In his attitude towards race and racism, Howard has been described as "a product of his time." However, the extent of his racist beliefs are debated. During Howard's life the concepts of eugenics and an ideal Aryan race were mainstream across, if beginning to be discredited. Howard touched on this in two stories, "Skull-Face" and "The Moon of Skulls," in which he describes a version of ancient Atlantis in which the advanced Atlanteans were brown-skinned and the inferior race were white-skinned.

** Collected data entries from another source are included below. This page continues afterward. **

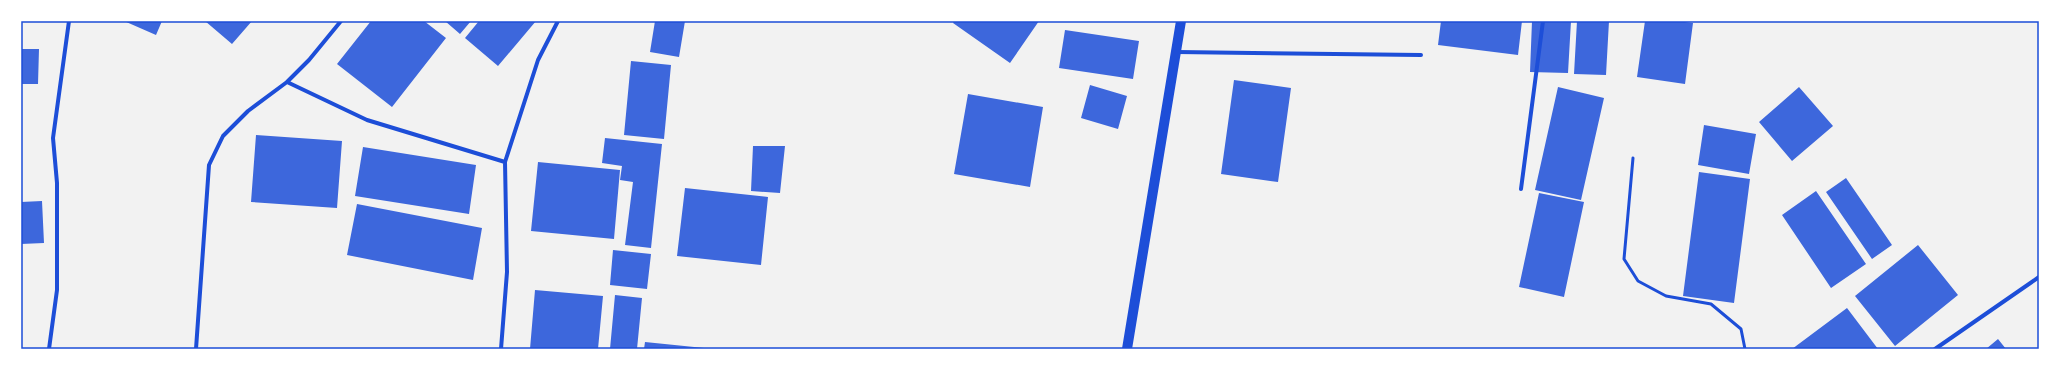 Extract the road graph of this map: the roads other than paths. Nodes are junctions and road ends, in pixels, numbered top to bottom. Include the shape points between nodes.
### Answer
1 (69, 21) edge
2 (341, 21) edge
3 (558, 21) edge
4 (1181, 21) edge
5 (1543, 21) edge
6 (1178, 52) junction
7 (1421, 55) dead end
8 (286, 82) junction
9 (1633, 158) dead end
10 (505, 162) junction
11 (1521, 189) dead end
12 (2039, 277) edge
13 (49, 349) edge
14 (196, 349) edge
15 (501, 349) edge
16 (1127, 349) edge
17 (1745, 349) edge
18 (1935, 349) edge

1 - 13 street via 53,138 57,183 57,290
2 - 8 street via 309,60
3 - 10 street via 538,60
4 - 6 main road
5 - 11 street
6 - 7 street
6 - 16 main road
8 - 10 street via 367,120
8 - 14 street via 248,111 223,136 209,166
9 - 17 lane via 1624,259 1638,281 1666,296 1711,304 1741,329
10 - 15 street via 507,272
12 - 18 street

Howard used race as shorthand for physical characteristics and motivation. He would also make up some racial traits, possibly for the sake of brevity, such as Sailor Steve Costigan's statement that a "Chinee can't take a punch." This is not and was not an existing stereotype of Chinese people. Further, in his other works, Howard described 'orientals' as being of a culture that was 'old when Babylon was young,' as well as attributing to 'Khitans,' the Hyborian race whose descendants formed the Chinese culture, great mystical powers and an ancient knowledge beyond the reckoning of the 'west.'

"Black Canaan" is one of the most significant of Howard's works when discussing his attitude towards race. It tells the story of an uprising of "swamp niggers" led by a voodoo 'conjer man,' named Saul Stark, which is defeated by the white Kirby Buckner thanks to the sacrifice of his heroic friend, Jim Baxton. Saul Stark's back story is tied to Africa, emphasizing the racial conflict. Howard does attribute to Stark knowledge and powers unknown to white characters and describes him in a way that places him above the "slaves" and shows his disdain for the weak mindset of the "dogs." Another character, The Bride of Damballah, is described in stereotypical manner as a black woman. Yet she is described in the same terminology as Howard's white heroines and villains, giving rise to a half-black female character as powerful and as beautiful as other female villains in Howard's works, be they black, white, or the queen of the Akkas. "Black Canaan" follows the aforementioned use of Atlantis by describing a dance that was "ancient when the ocean drowned the black kings of Atlantis."